Experts are divided, not just on the outcome of snap elections called for January 25, but on the effects that the results could have on the Greek economy, and, more broadly, on the EU.
Greece had hoped to exit its bailout early, by the end of 2014, to get out from under the bailout’s stringent austerity conditions imposed by the EU, the International Monetary Fund and the European Central Bank. But a budget shortfall indicated for 2015, coupled with Greece’s need to secure release of its fifth tranche of rescue funds, resulted in euro zone finance ministers extending the bailout for an additional two months so that the troika could be satisfied that required reforms were proceeding as promised.
Prime Minister Antonis Samaras had hoped for an early exit to the bailout, both to dial down the harsh measures imposed as conditions of the rescue, once Greece was out from under the bailout, and also to win support for his favored presidential candidate in upcoming elections. Those hopes were dashed after the country’s parliament failed to elect a new president. The resulting call for snap elections have provided an opening for Greece’s far-left political party Syriza to win at the polls and seize control of the government from Samaras’s center-right New Democracy party and his ruling coalition.

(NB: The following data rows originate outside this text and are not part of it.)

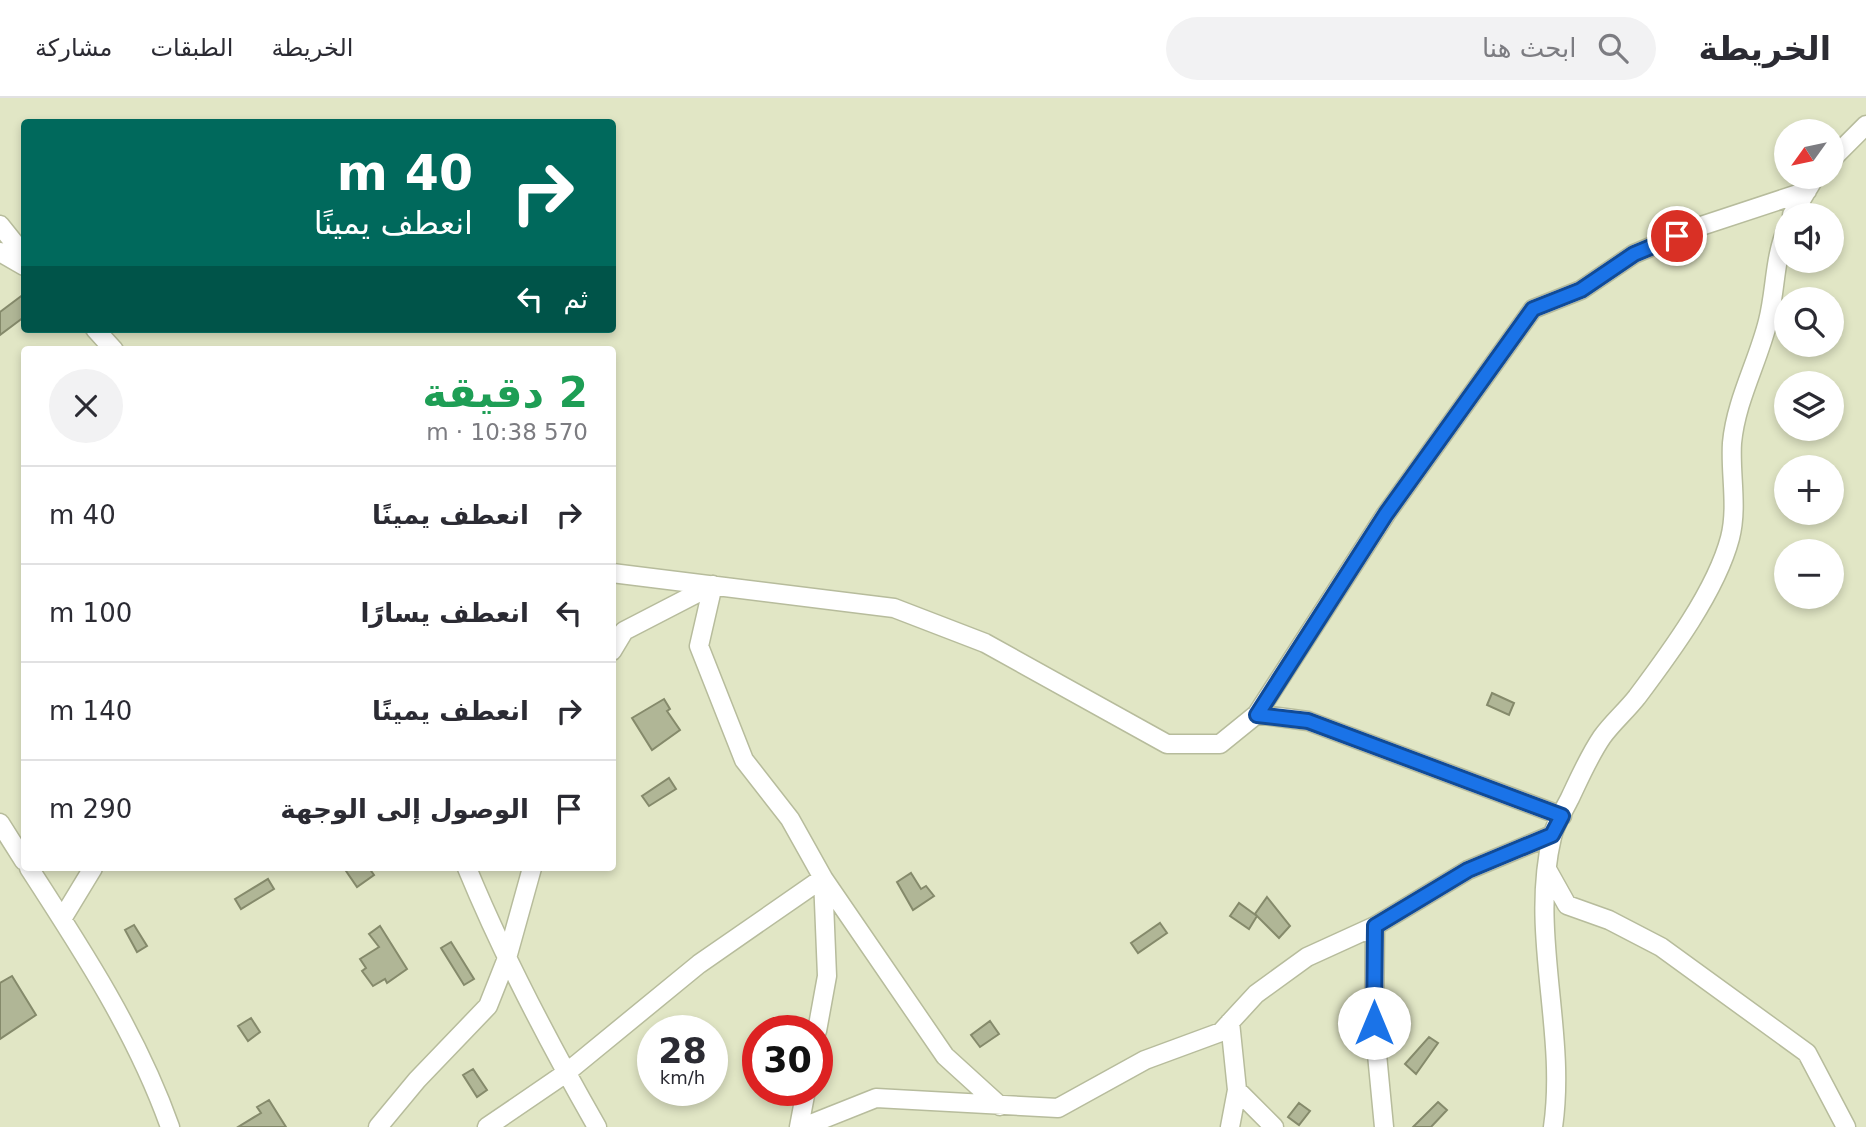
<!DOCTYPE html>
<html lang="ar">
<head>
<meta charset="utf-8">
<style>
	:root { --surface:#fff; --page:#f2f2f3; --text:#2b2b33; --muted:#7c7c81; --line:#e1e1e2 }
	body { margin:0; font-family:"DejaVu Sans",Vazirmatn,sans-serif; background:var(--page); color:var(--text); direction:rtl; height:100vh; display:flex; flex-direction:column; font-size:26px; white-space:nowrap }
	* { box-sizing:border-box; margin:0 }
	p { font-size:23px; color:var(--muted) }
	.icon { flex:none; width:38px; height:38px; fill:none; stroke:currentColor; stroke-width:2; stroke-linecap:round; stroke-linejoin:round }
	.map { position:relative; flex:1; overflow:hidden; direction:ltr }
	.panel { position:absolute; left:21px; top:248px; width:595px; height:525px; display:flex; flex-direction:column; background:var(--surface); border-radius:7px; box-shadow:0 4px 10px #0003; direction:rtl }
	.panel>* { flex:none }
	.banner { position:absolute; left:21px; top:21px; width:595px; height:214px; border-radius:7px; box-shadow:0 4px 10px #0003; direction:rtl; background:#00695c; color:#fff; overflow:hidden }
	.needle { width:46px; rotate:237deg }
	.buttons { position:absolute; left:1774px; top:21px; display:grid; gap:14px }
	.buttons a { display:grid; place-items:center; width:70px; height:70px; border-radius:50%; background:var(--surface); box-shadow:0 4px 10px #0003; font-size:35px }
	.speed { position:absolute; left:637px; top:917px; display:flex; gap:14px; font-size:35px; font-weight:700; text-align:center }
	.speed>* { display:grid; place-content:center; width:91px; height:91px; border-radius:50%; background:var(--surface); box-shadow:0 4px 10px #0003; line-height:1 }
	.speed small { font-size:18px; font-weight:400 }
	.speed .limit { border:10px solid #d22; background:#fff; color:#111 }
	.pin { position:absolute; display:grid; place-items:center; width:60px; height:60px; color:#fff; margin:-30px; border:4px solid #fff; border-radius:50%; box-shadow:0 2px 7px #0007 }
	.me { position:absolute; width:77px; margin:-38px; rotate:0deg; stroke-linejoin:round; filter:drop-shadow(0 0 5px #0008) }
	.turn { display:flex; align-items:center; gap:24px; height:147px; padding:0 28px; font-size:32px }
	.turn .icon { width:91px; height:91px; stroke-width:2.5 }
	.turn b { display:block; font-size:49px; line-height:60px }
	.then { display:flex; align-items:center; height:66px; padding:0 28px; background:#0003; gap:14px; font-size:26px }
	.round { display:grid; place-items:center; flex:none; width:74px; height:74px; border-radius:37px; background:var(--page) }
	.summary { display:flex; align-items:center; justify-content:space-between; height:119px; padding:0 28px }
	h1 { font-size:42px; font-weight:600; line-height:52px; color:#1e9e55 }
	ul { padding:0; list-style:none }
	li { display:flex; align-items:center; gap:21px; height:98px; padding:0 28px; border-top:2px solid var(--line) }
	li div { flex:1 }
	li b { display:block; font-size:26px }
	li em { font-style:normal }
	header { display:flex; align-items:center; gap:42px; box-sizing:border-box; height:98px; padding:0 35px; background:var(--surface); border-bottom:2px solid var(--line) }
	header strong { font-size:33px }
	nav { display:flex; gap:38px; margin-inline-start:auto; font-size:24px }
	.search { width:490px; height:63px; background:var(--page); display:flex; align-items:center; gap:18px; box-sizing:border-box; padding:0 24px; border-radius:38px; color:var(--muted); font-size:26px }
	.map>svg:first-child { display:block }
</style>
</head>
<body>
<header>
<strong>الخريطة</strong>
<div class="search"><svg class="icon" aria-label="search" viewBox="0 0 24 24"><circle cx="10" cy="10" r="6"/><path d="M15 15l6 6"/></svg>ابحث هنا</div>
<nav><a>الخريطة</a><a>الطبقات</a><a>مشاركة</a></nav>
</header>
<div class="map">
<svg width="1866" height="1029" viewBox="0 0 1866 1029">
	<rect width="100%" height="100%" fill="#e1e6c5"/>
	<path fill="#b0b696" stroke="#858a6b" stroke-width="2" d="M24,196v23l-24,18v-23z
		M1492,595l22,10 -5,12 -22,-10z
		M664,601l6,10 -3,2 13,19 -28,20 -20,-32z
		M669,680l7,11 -27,17 -7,-10z
		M344,770h25l5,7 -17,12z
		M911,775l10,16 5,-3 8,10 -21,14 -16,-28z
		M268,781l6,10 -33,20 -6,-10z
		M1267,799l23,29 -11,12 -22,-22 -8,13 -19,-13 9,-13 18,13 -2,-2z
		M1160,825l7,10 -29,20 -7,-10z
		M134,827l13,21 -10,6 -12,-22z
		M380,828l27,43 -20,14 -2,-4 -12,7 -11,-15 4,-3 -6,-9 19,-12 -10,-13z
		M451,844l23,37 -10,6 -23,-37z
		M12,878l24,39 -36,24v-56z
		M251,920l9,14 -12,9 -10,-15z
		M990,923l9,13 -19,13 -9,-12z
		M1429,939l9,6 -22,31 -11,-10z
		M473,971l14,21 -10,7 -14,-22z
		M269,1002l17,27h-48l23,-14 -4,-6z
		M1438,1004l9,8 -16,17h-18z
		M1299,1005l11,8 -11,14 -11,-8z"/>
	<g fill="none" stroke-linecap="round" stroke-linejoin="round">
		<g stroke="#b7bc9c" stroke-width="21">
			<path id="minor" d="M1832,61l34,-34
				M1792,117l23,-38
				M0,127l24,30
				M0,154l24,14
				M95,231l19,21
				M612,475l282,35 91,35 182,101h53l37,-30 129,-200 147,-205 48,-19 53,-36 64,-27 109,-36
				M612,553l12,-20 89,-46
				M1257,616l51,7 254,95
				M0,725l24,38
				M29,770c54,83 108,166 141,259
				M467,770c37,90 82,175 130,259
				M1548,773l19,34 42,15 52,27 146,106 39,74
				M62,821l31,-51
				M1375,828l-1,97 10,104
				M1230,924l7,68 37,37
				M817,933l10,-55 -4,-98 122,178 55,50
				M378,1029l39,-47 71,-74 19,-48 25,-90
				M487,1029l79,-54 133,-109 124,-86 -33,-59 -46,-59 -45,-114 14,-61
				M799,1029l7,-37
				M803,1029l73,-29 182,10 87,-48 76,-28 35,-38 51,-37 68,-31 93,-56 84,-35
				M1230,1029l7,-37
				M1553,1029c14,-96 -24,-193 -1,-290 3,-13 12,-27 18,-39 10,-21 19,-42 32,-61 10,-14 24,-26 35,-40 33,-44 79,-106 93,-159 8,-31 0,-64 2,-95 4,-43 26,-81 36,-122 8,-32 6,-63 19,-93"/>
		</g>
		<use href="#minor" stroke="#fff" stroke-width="18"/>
	</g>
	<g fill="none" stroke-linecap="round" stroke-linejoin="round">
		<g stroke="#114b97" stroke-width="18">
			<path id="route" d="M1374,925l1,-97 93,-56 84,-35 10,-19 -254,-95 -51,-6 129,-201 147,-205 48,-19 53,-36 43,-18"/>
		</g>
		<use href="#route" stroke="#1a73e8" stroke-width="12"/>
	</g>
</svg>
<div class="buttons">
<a><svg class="needle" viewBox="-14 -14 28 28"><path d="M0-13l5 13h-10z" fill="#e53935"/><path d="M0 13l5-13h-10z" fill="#7c7c81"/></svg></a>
<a><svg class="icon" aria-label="sound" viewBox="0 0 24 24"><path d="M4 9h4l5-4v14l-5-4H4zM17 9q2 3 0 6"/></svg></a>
<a><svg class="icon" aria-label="search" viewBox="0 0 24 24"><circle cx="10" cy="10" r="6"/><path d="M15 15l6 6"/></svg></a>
<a><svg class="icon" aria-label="layers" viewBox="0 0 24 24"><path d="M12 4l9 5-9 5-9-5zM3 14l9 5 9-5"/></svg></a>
<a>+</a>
<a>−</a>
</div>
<div class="speed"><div>28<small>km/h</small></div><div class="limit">30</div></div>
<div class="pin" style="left:1677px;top:138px;background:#d93025"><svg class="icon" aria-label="arrive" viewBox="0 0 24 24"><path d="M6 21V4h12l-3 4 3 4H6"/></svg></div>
<svg class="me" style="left:1374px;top:925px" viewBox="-20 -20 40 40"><circle r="19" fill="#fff"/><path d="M0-13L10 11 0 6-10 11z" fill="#1a73e8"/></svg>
<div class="banner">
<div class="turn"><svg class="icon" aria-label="right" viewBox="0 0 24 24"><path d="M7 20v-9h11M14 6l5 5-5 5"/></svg><div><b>40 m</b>انعطف يمينًا</div></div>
<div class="then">ثم<svg class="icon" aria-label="left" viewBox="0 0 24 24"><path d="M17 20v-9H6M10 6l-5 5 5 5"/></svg></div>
</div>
<section class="panel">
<div class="summary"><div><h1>2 دقيقة</h1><p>570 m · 10:38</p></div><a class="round"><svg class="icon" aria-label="close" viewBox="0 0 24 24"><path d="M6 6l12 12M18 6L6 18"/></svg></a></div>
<ul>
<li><svg class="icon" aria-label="right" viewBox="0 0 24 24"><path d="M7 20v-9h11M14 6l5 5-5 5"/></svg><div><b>انعطف يمينًا</b></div><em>40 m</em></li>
<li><svg class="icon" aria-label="left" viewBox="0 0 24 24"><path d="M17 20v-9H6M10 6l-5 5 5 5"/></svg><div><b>انعطف يسارًا</b></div><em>100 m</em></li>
<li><svg class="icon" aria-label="right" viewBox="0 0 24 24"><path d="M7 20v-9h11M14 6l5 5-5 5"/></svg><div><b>انعطف يمينًا</b></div><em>140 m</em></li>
<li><svg class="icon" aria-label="arrive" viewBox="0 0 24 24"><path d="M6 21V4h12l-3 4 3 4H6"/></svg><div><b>الوصول إلى الوجهة</b></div><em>290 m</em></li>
</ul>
</section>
</div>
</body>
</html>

Syriza, with Alexis Tsipras at its head, has risen in popularity as years of harsh bailout conditions drove Greece into depression and unemployment through the roof. Although the Greek economy has made a steady recovery, at least in terms of the bailout deal’s budgetary requirements, Greek people are hurting, with lower salaries, fewer jobs, and a tattered safety net. That has led to repeated demands from Syriza to renegotiate the terms of the bailout—and the fall of Samaras’s party, and his coalition government, from favor.
Tsipras entered the public eye at the height of the crisis, with calls to tear up the bailout agreement and leave the euro zone altogether. His tone has softened a bit as he’s sought to prevent a stampede of investors to the exits, but many are still worried that a Syriza victory in the election—or a coalition government led by Syriza—will rekindle the crisis, with fallout spreading across Europe.
Others, however, are not so sure that disaster will result. Sources as diverse as Evercore ISI, Oppenheimer Funds and Invesco have weighed in to say that Tsipras’s approach is far more likely to be more moderate than his past comments have indicated, and that the elections could present buying opportunities for investors.
Pending the election, deposit outflows in Greece have increased, although according to Finance Minister Gikas Hardouvelis, none of the outflows in the last two weeks of the year were major and the probability of a panic, such as the one that occurred in 2012, is unlikely. In addition, an unidentified official from the Bank of Greece was cited in reports saying that seasonal expenses and tax liabilities can account for some of the withdrawals.